Conditions with an Overactive Pituitary
This commonest hormone that is overproduced is prolactin. There are many causes of a high prolactin in the blood and a small ‘microprolactinoma’ is a common one. A high prolactin can disrupt a woman’s periods and cause unexpected milk production from the breasts, or in men can cause a low testosterone resulting in impotence. This is usually easily treated with medication.
Other conditions associated with pituitary tumours include acromegaly (an excess of growth hormone) and Cushing’s disease (leading to an excess cortisol level).
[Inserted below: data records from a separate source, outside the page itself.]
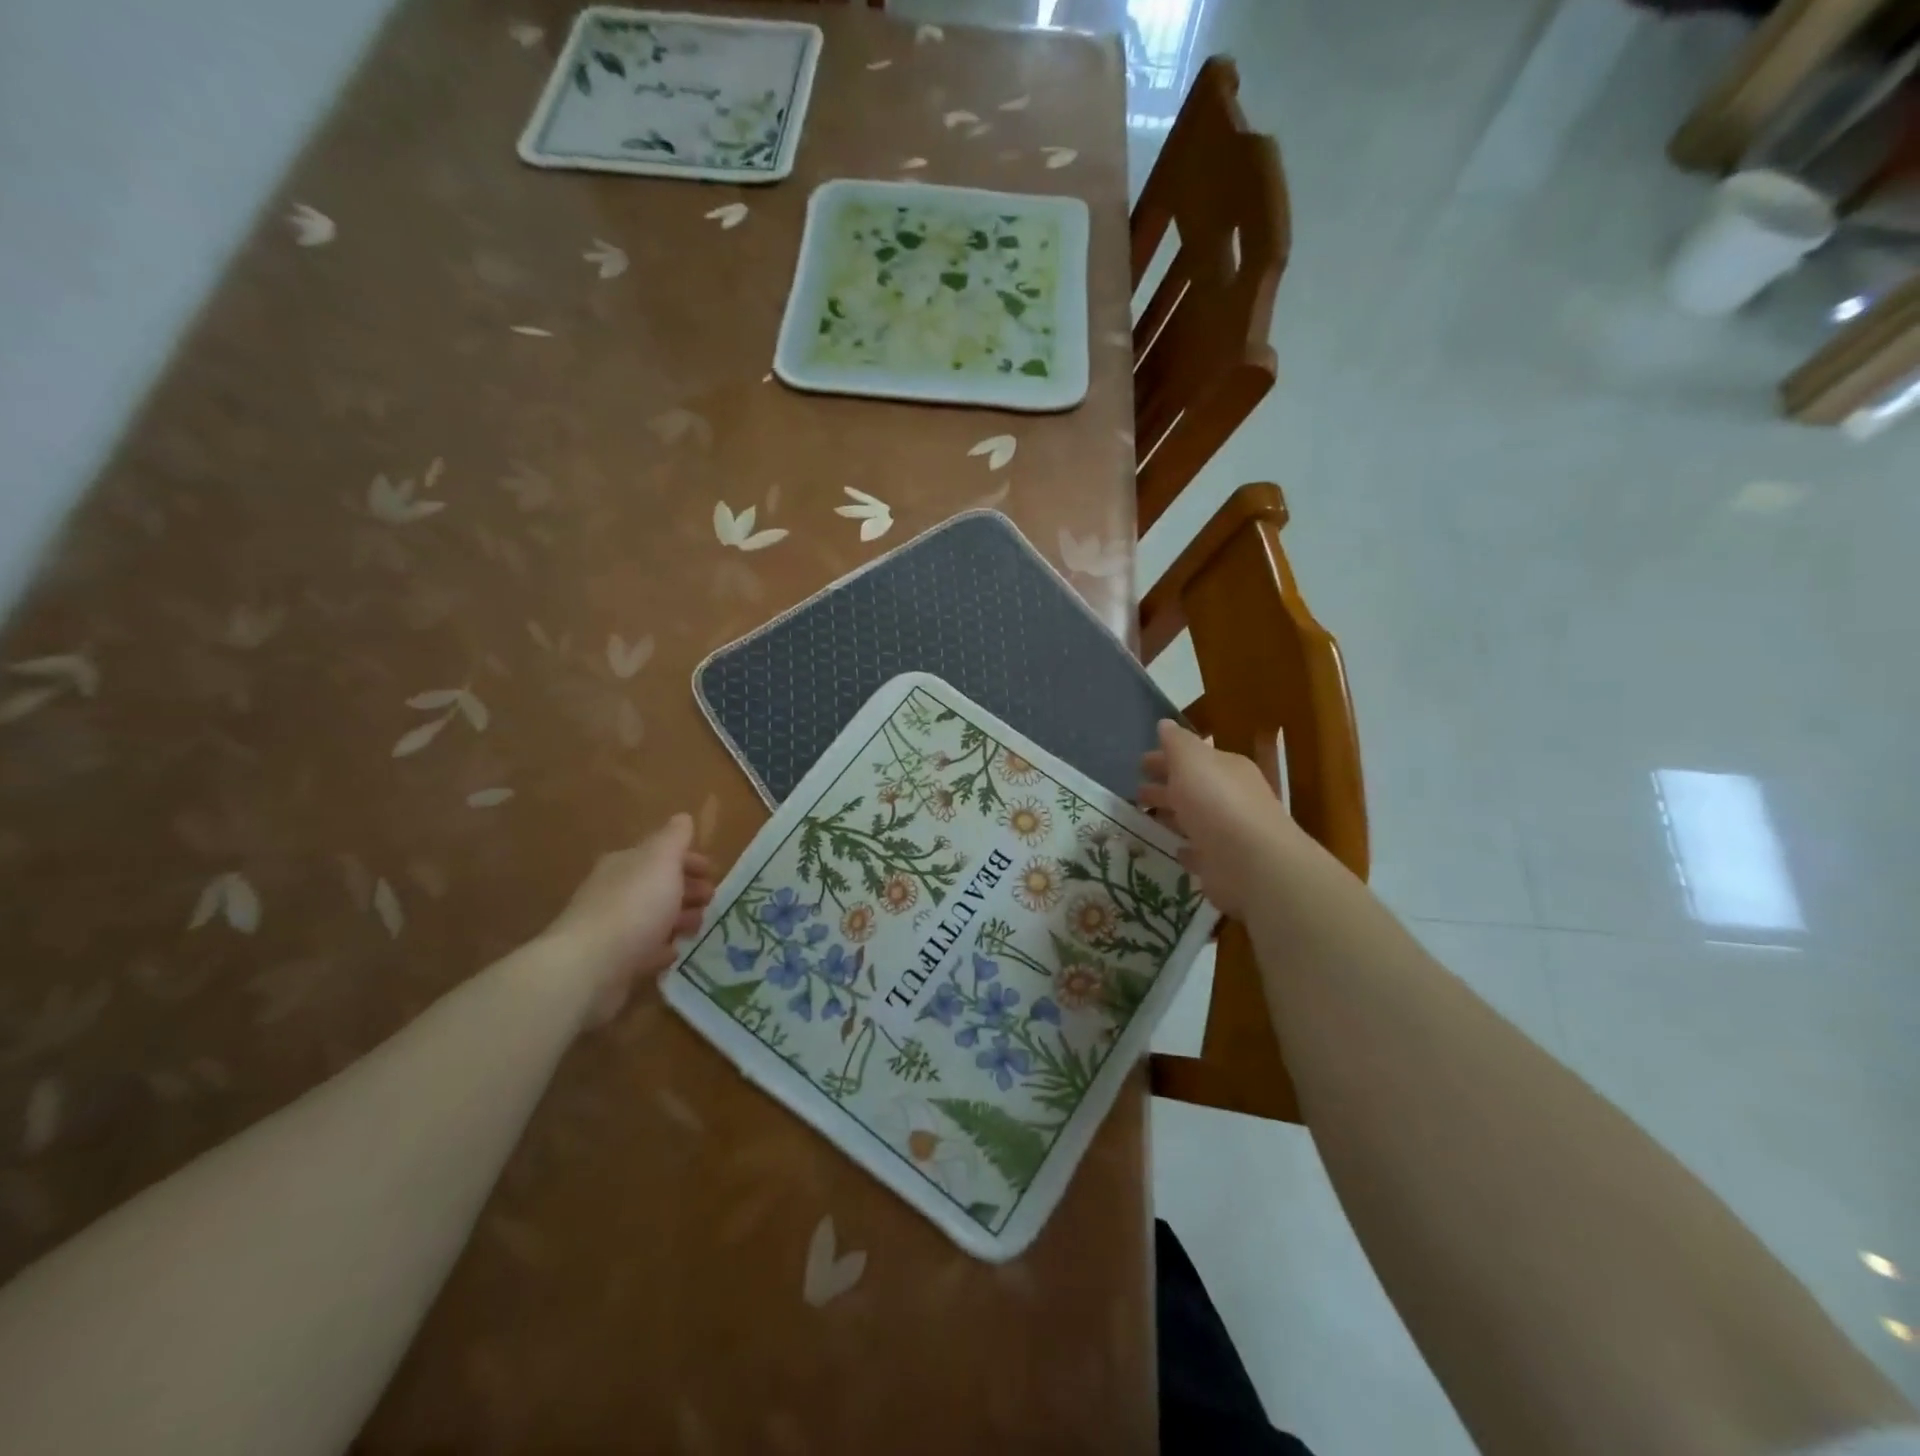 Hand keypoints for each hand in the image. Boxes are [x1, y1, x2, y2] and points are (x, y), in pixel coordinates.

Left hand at [542, 814, 715, 1024]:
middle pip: (657, 885)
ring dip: (678, 918)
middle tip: (712, 900)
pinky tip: (675, 952)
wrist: (590, 967)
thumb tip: (682, 818)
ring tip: (699, 927)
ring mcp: (612, 927)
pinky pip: (643, 949)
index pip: (661, 853)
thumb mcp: (661, 861)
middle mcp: (615, 891)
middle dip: (687, 889)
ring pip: (653, 916)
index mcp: (625, 863)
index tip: (713, 871)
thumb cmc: (634, 906)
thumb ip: (674, 838)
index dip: (689, 859)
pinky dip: (661, 947)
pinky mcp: (612, 961)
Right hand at [1138, 720, 1297, 918]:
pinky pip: (1200, 852)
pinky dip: (1186, 849)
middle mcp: (1231, 798)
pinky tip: (1174, 850)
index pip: (1193, 758)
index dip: (1166, 758)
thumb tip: (1165, 724)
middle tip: (1137, 792)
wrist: (1253, 864)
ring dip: (1172, 816)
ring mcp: (1229, 833)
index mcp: (1226, 769)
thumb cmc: (1217, 802)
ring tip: (1144, 818)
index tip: (1140, 764)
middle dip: (1165, 786)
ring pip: (1194, 819)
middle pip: (1192, 788)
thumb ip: (1177, 743)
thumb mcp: (1192, 761)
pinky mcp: (1223, 864) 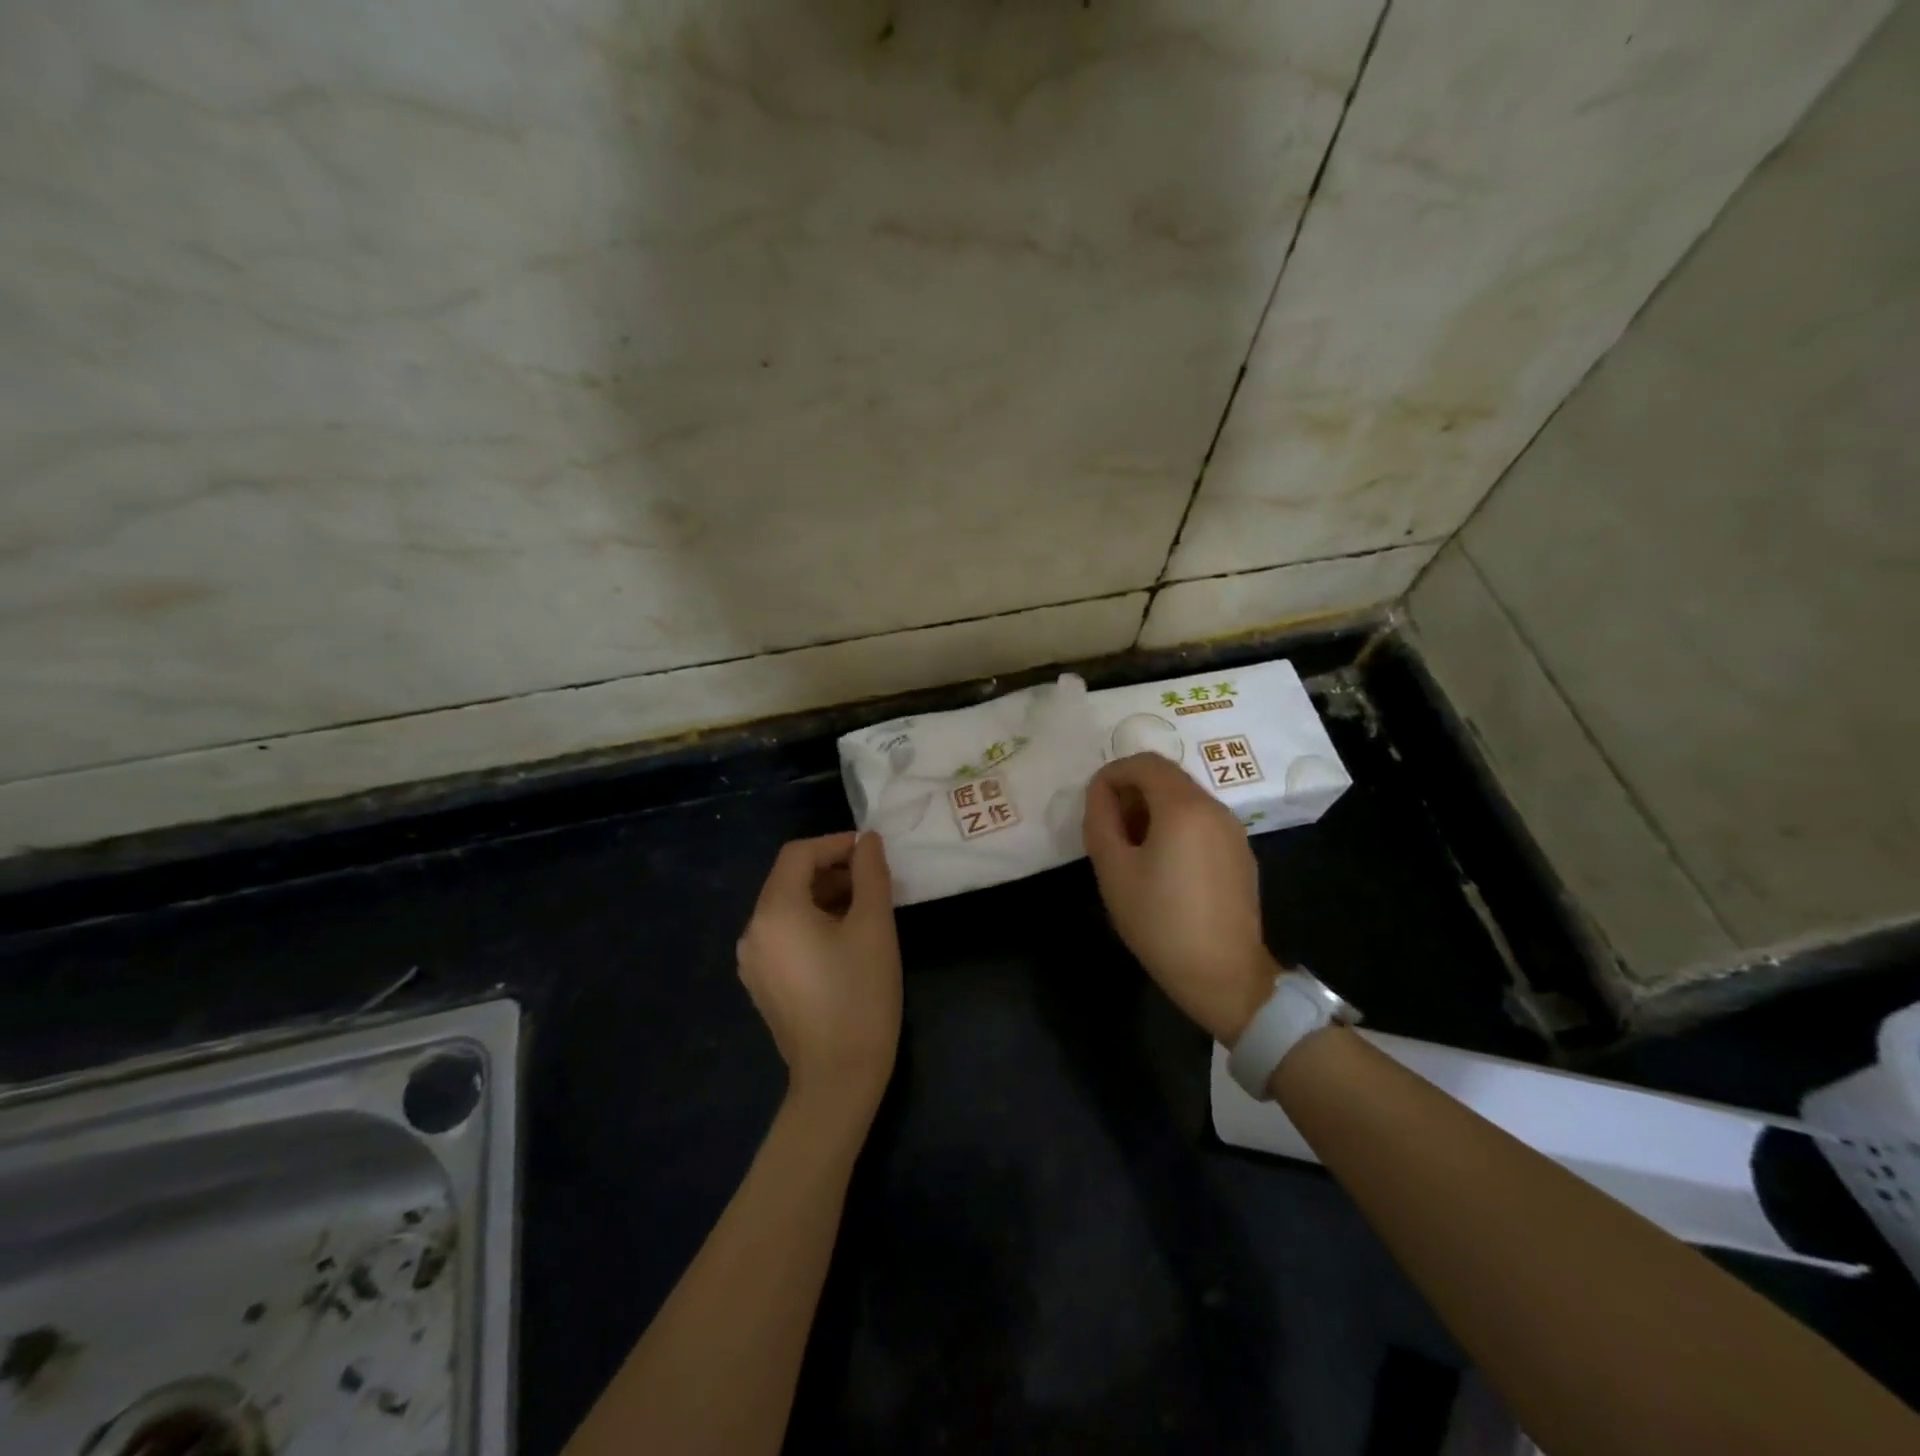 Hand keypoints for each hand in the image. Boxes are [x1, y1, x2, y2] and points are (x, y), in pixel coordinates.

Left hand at [737, 831, 902, 1121]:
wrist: (838, 1077)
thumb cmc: (861, 995)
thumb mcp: (874, 926)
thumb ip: (871, 873)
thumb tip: (867, 839)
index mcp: (775, 911)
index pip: (798, 854)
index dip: (835, 844)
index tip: (870, 852)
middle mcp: (753, 930)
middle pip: (789, 879)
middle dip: (832, 870)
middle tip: (874, 880)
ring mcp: (752, 960)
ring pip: (787, 908)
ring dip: (824, 896)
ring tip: (865, 908)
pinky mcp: (762, 983)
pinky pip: (784, 935)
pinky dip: (811, 923)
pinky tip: (844, 939)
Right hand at [1083, 753, 1276, 1043]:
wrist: (1224, 975)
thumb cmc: (1160, 921)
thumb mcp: (1113, 870)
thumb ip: (1100, 819)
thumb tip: (1100, 793)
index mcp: (1184, 806)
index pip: (1144, 762)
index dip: (1112, 774)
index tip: (1093, 804)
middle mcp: (1214, 808)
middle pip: (1167, 777)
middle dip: (1132, 791)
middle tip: (1108, 827)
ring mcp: (1233, 831)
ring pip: (1185, 799)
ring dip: (1152, 809)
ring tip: (1131, 849)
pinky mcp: (1240, 854)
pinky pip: (1202, 822)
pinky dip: (1176, 826)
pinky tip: (1162, 866)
These conditions require experience to correctly investigate and treat which our team are able to provide at OneWelbeck.
Conditions with an Underactive Pituitary
There are many causes of an underactive or partially underactive pituitary and it is important to correctly interpret any tests of pituitary function. Causes range from the unexplained through to pituitary tumours, previous surgery or traumatic brain injury.
Treatment for Pituitary Disorders
In most cases pituitary tumours are identified incidentally when a patient has a scan for another reason and if the tumour is small and not creating a problem with pituitary function, usually there is no treatment required, although some surveillance may be advised. Where the tumour is large it may cause problems with nearby structures (particularly affecting vision) and an operation to remove the tumour may be recommended in which case you will be referred to a specialist pituitary neurosurgeon. Similarly if the tumour is making an excess of a particular hormone, treatment will be recommended which may be medical or surgical.
Conditions with an overactive pituitary
Depending on the size of the tumour and the hormone being produced, medical and surgical options for treatment will be discussed. For the most common hormone produced (prolactin), there is an excellent medical treatment which usually both lowers the hormone level and shrinks the tumour. Importantly, however, like all drugs, there can be specific side effects and these will be discussed in detail before any treatment is started.
Conditions with an underactive pituitary
Where the pituitary is unable to make sufficient hormones for good health, it is essential to replace the missing hormones. This must be done carefully with the aim of replacing the blood levels to physiological levels. Having too much hormone at the wrong time can be just as harmful as having too little. Our specialists are experts at perfecting this replacement treatment for maximum quality of life.